The Village Voice’s April 6 edition is a special Comics Issue. Don’t want to get catty, but the New Haven Advocate nailed this same concept around a decade and a half ago, and did it for three years in a row. The brainstorm came from Josh Mamis—then the Advocate’s editor, now Published of the whole New Mass Media chain, and we all jumped in with pens and brushes ablazing.
The main reason we had to stop after three years was that the freelance budget couldn’t cover all those artists—we were at least doubling the amount spent on each story. (The Voice, by ethical contrast, avoided paying some artists altogether, under that old cheapskate scam that it would give them “exposure.”)
It was also a logistical nightmare, having to move up deadlines to allow for original art and intense writer/artist collaborations, while making sure the stories would still be timely when they ran.
We also had hard and fast rules about the way we would do a Comics Issue, considerably more stringent that what the Voice has done this week. We decided that all stories which we could control would have to be rendered in comics form. That basically meant everything except the ads (though we did convince some of the advertisers to join in the fun and do their ads as comics), some of the syndicated columns we ran in the back pages (though we did profusely illustrate News of the Weird) and the listings sections (where we were able to at least turn the coming-events preview text boxes into cartoons). We comicsized the letters section, the movie and theater reviews, the table of contents, everything.
When Malik Jones got shot by an East Haven police officer in 1997, a scandalous tragedy which would become one of the biggest local news events of the decade, the story broke on the weekend before the comics issue went to press.

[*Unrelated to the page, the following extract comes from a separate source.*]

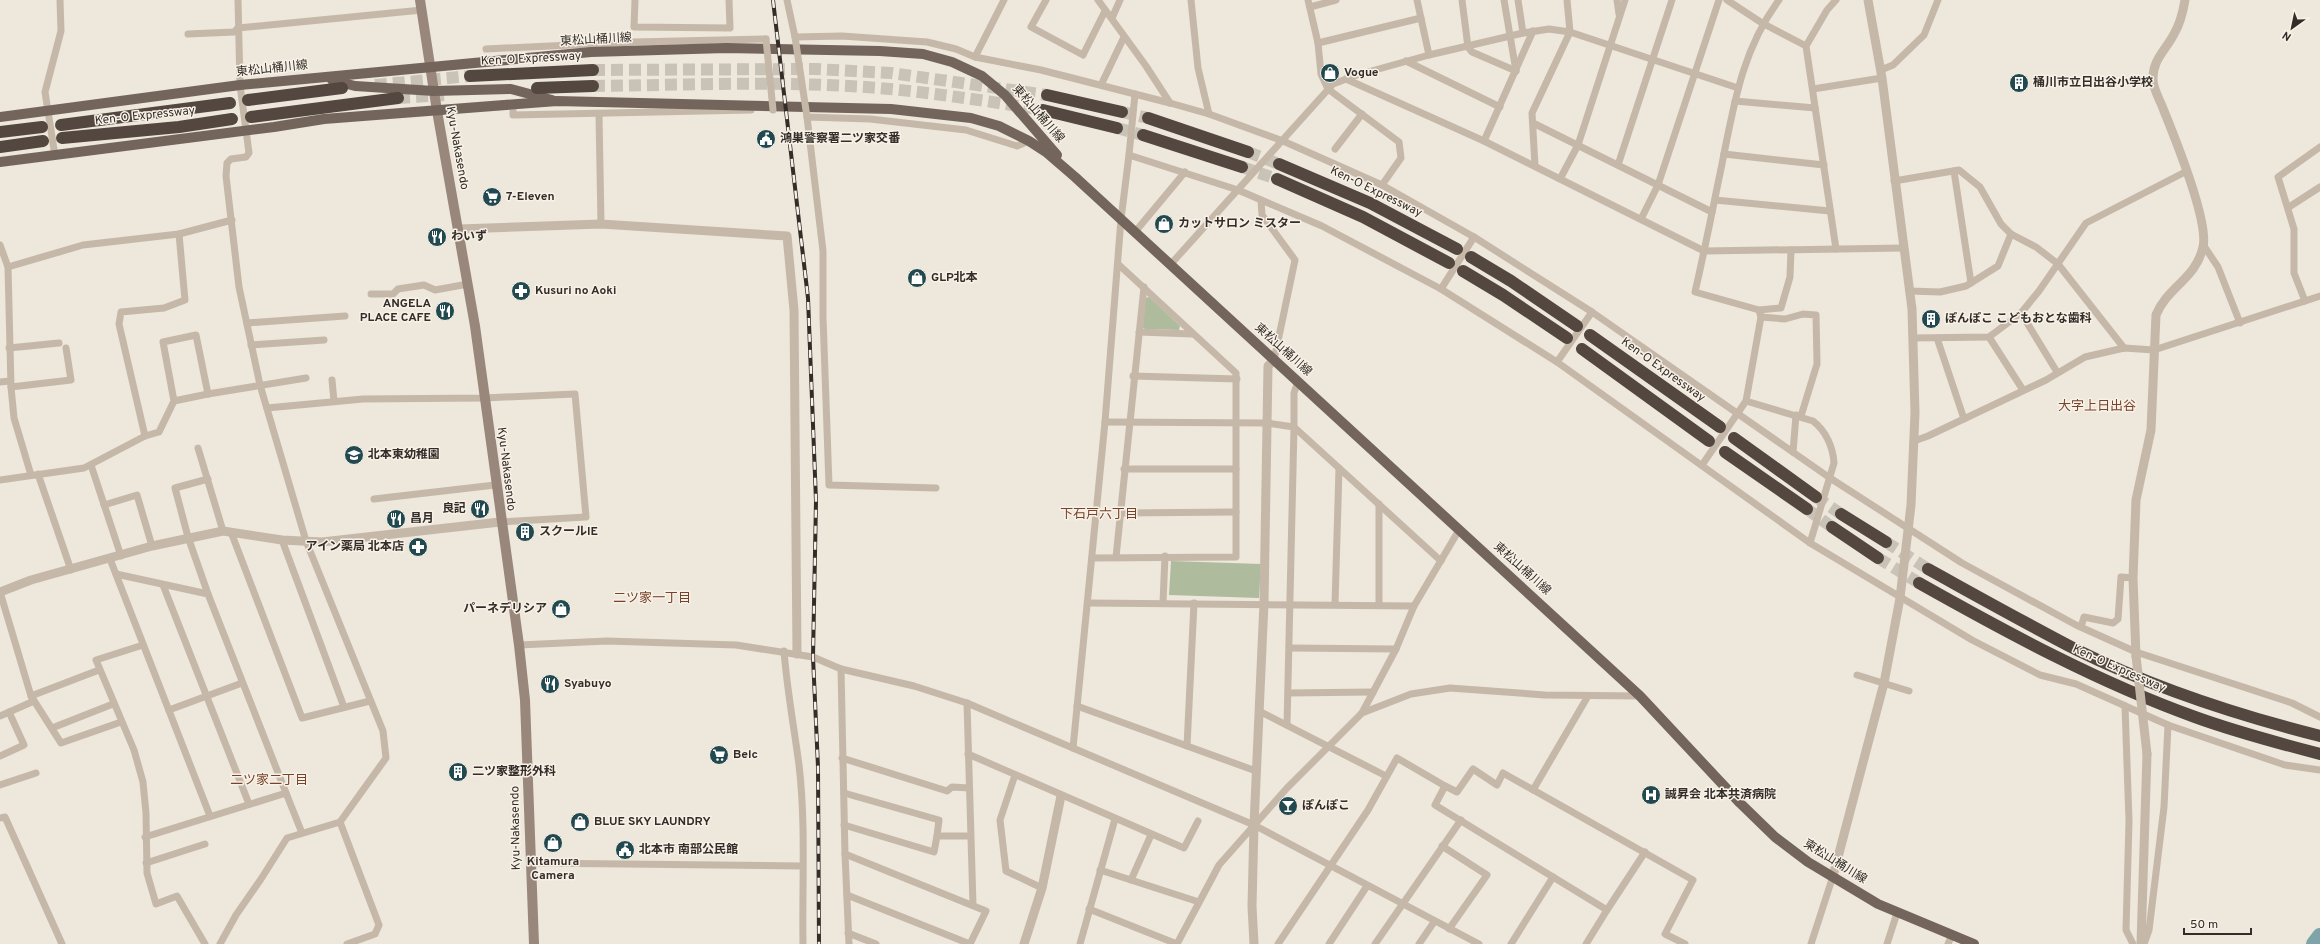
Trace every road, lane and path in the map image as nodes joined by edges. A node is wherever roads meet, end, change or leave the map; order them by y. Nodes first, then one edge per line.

We got Paul Heriot, an artist known for his realistic approach to cartooning (and who had lots of experience drawing policemen, having done T-shirt designs for the state police), and he worked overnight on a gritty and visceral depiction of the shooting to accompany Paul Bass’ text.
Proud of those old issues. I remember distilling a season of Yale Cabaret shows into one multi-panel cartoon, and doing a review of a Yale School of Drama show in the manner of B.C.’s Jonny Hart. I did a review of the British play Love and Understanding (co-starring Paul Bettany, now a movie star) as a perverse “Love Is…” cartoon, and while the director of the piece was not amused, my comic was stuck up on doors and bulletin boards throughout the Long Wharf Theatre.
I also remember people thinking, every year, that we’d lost our minds. Which was kind of true.